Robert Glessing described the early evolution of the Free Press in his book The Underground Press in America:

 "The Philadelphia Free Press was initially a quiet voice on the Temple University campus reporting only on college issues. Originally an unimaginative, pictureless two-page paper, the Free Press grew under doctoral candidate Bill Baggins and his activist staff to a colorful sixteen-page format including coverage of local, state and national movement news."

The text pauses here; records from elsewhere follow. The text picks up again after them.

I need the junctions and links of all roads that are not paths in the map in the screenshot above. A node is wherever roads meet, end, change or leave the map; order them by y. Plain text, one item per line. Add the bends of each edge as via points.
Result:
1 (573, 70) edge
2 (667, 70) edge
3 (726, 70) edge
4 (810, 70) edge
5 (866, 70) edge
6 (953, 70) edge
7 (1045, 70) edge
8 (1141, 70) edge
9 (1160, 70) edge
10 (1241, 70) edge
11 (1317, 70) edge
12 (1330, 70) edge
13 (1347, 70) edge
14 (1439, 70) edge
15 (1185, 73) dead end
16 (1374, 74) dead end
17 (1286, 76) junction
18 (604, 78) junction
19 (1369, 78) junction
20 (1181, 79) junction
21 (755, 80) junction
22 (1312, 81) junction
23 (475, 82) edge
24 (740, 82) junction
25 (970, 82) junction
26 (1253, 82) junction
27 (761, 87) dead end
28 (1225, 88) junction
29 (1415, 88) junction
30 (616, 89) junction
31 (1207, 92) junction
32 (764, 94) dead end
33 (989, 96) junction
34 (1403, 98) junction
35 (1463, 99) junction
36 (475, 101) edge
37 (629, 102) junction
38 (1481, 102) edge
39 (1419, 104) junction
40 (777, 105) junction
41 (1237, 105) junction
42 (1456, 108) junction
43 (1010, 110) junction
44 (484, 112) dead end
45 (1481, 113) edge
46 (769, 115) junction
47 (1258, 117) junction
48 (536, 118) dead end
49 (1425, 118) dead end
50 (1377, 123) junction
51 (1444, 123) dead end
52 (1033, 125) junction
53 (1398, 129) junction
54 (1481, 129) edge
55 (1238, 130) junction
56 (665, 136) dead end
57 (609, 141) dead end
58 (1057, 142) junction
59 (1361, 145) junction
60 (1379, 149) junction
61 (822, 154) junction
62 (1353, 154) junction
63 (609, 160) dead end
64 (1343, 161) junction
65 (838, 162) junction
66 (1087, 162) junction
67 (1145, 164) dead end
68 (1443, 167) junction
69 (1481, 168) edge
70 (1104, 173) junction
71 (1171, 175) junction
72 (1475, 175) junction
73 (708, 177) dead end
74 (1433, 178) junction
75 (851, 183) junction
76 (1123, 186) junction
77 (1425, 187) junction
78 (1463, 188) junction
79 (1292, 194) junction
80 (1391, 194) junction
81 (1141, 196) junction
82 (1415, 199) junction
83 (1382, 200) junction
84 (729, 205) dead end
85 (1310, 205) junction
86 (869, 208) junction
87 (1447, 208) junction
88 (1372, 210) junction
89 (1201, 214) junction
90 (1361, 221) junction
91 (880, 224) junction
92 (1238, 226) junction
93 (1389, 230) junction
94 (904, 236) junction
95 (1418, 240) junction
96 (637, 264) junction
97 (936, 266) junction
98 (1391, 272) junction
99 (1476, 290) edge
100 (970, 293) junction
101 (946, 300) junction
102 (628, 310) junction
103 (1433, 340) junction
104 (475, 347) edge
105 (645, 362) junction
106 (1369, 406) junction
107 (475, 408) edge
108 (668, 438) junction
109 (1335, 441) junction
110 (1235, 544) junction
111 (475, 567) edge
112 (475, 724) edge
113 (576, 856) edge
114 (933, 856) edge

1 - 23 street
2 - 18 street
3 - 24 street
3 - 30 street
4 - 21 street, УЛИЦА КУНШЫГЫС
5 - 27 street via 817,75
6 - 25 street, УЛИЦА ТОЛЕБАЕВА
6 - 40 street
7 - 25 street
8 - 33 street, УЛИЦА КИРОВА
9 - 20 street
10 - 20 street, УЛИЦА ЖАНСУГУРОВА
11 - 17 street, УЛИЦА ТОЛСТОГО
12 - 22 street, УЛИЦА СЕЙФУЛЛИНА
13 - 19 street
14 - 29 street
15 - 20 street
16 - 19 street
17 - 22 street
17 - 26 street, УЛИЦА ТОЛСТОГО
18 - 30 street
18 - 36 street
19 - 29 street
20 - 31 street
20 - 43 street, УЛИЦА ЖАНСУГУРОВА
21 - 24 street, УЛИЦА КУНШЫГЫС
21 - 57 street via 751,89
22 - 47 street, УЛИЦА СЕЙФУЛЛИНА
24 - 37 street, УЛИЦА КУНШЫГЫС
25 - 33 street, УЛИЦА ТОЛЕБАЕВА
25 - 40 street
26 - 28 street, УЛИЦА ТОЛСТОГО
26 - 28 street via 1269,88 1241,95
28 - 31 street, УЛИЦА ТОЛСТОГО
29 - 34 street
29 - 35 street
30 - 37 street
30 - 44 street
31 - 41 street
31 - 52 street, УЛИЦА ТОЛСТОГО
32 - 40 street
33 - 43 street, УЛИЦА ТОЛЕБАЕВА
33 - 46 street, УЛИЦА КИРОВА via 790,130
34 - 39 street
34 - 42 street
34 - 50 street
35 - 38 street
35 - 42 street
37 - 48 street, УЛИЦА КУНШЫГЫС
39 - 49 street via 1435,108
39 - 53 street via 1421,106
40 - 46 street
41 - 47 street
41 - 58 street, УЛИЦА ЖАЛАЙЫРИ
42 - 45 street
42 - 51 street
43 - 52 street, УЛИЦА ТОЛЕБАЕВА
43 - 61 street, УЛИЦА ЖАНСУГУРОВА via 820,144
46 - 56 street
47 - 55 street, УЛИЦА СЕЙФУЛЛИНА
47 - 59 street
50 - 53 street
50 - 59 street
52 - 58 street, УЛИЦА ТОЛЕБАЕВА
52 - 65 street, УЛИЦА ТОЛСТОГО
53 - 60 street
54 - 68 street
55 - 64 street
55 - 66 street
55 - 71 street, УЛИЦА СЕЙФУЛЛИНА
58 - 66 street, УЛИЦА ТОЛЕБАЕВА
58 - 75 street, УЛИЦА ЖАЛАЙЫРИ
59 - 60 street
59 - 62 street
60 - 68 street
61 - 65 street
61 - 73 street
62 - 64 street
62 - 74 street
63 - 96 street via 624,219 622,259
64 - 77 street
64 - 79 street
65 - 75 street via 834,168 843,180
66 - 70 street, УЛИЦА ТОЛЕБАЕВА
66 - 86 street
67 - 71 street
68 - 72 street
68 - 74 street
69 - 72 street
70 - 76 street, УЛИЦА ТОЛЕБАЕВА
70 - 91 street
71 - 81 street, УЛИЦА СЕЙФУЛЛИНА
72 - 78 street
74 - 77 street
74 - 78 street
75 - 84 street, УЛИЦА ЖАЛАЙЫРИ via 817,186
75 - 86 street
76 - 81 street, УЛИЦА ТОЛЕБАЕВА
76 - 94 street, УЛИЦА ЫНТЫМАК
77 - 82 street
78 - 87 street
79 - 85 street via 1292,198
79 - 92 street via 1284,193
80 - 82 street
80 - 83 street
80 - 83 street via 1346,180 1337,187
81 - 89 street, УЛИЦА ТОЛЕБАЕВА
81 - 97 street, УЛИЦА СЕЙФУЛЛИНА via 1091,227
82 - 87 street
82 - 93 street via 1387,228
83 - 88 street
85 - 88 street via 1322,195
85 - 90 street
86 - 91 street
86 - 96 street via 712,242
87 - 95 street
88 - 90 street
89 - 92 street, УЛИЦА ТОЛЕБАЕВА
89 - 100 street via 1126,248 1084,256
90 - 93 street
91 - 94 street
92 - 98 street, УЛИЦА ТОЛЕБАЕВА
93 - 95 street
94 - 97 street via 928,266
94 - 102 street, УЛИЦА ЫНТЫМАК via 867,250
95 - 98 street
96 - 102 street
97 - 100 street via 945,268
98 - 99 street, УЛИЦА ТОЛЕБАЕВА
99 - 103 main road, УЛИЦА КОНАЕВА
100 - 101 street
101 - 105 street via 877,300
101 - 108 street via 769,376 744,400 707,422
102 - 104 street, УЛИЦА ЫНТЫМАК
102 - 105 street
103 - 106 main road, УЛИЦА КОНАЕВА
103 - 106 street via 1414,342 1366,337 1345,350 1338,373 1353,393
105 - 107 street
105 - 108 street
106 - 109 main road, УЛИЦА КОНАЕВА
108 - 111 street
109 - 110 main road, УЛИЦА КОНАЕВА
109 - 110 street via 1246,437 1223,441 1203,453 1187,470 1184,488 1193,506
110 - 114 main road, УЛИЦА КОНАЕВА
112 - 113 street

The Free Press was published by a collective and distributed free at Philadelphia-area colleges, with circulation in the thousands. Operating on a shoestring, its costs were partly subsidized by record company advertisements, with one generous record company even insisting on paying $300 for a $50 ad. The Free Press was more political than its local underground competition, the Distant Drummer, which cost 15 cents and was more interested in covering rock 'n' roll than the antiwar movement. Early founders included Bill and Judy Biggin, Jim Quinn (an organizer for the DuBois Club), and Temple undergraduates Rick Rubin and Art Platt; and contributors included local gay activist Kiyoshi Kuromiya. In early 1970 some of the more culturally oriented contributors, including Art Platt, left to form their own rival paper, the Plain Dealer.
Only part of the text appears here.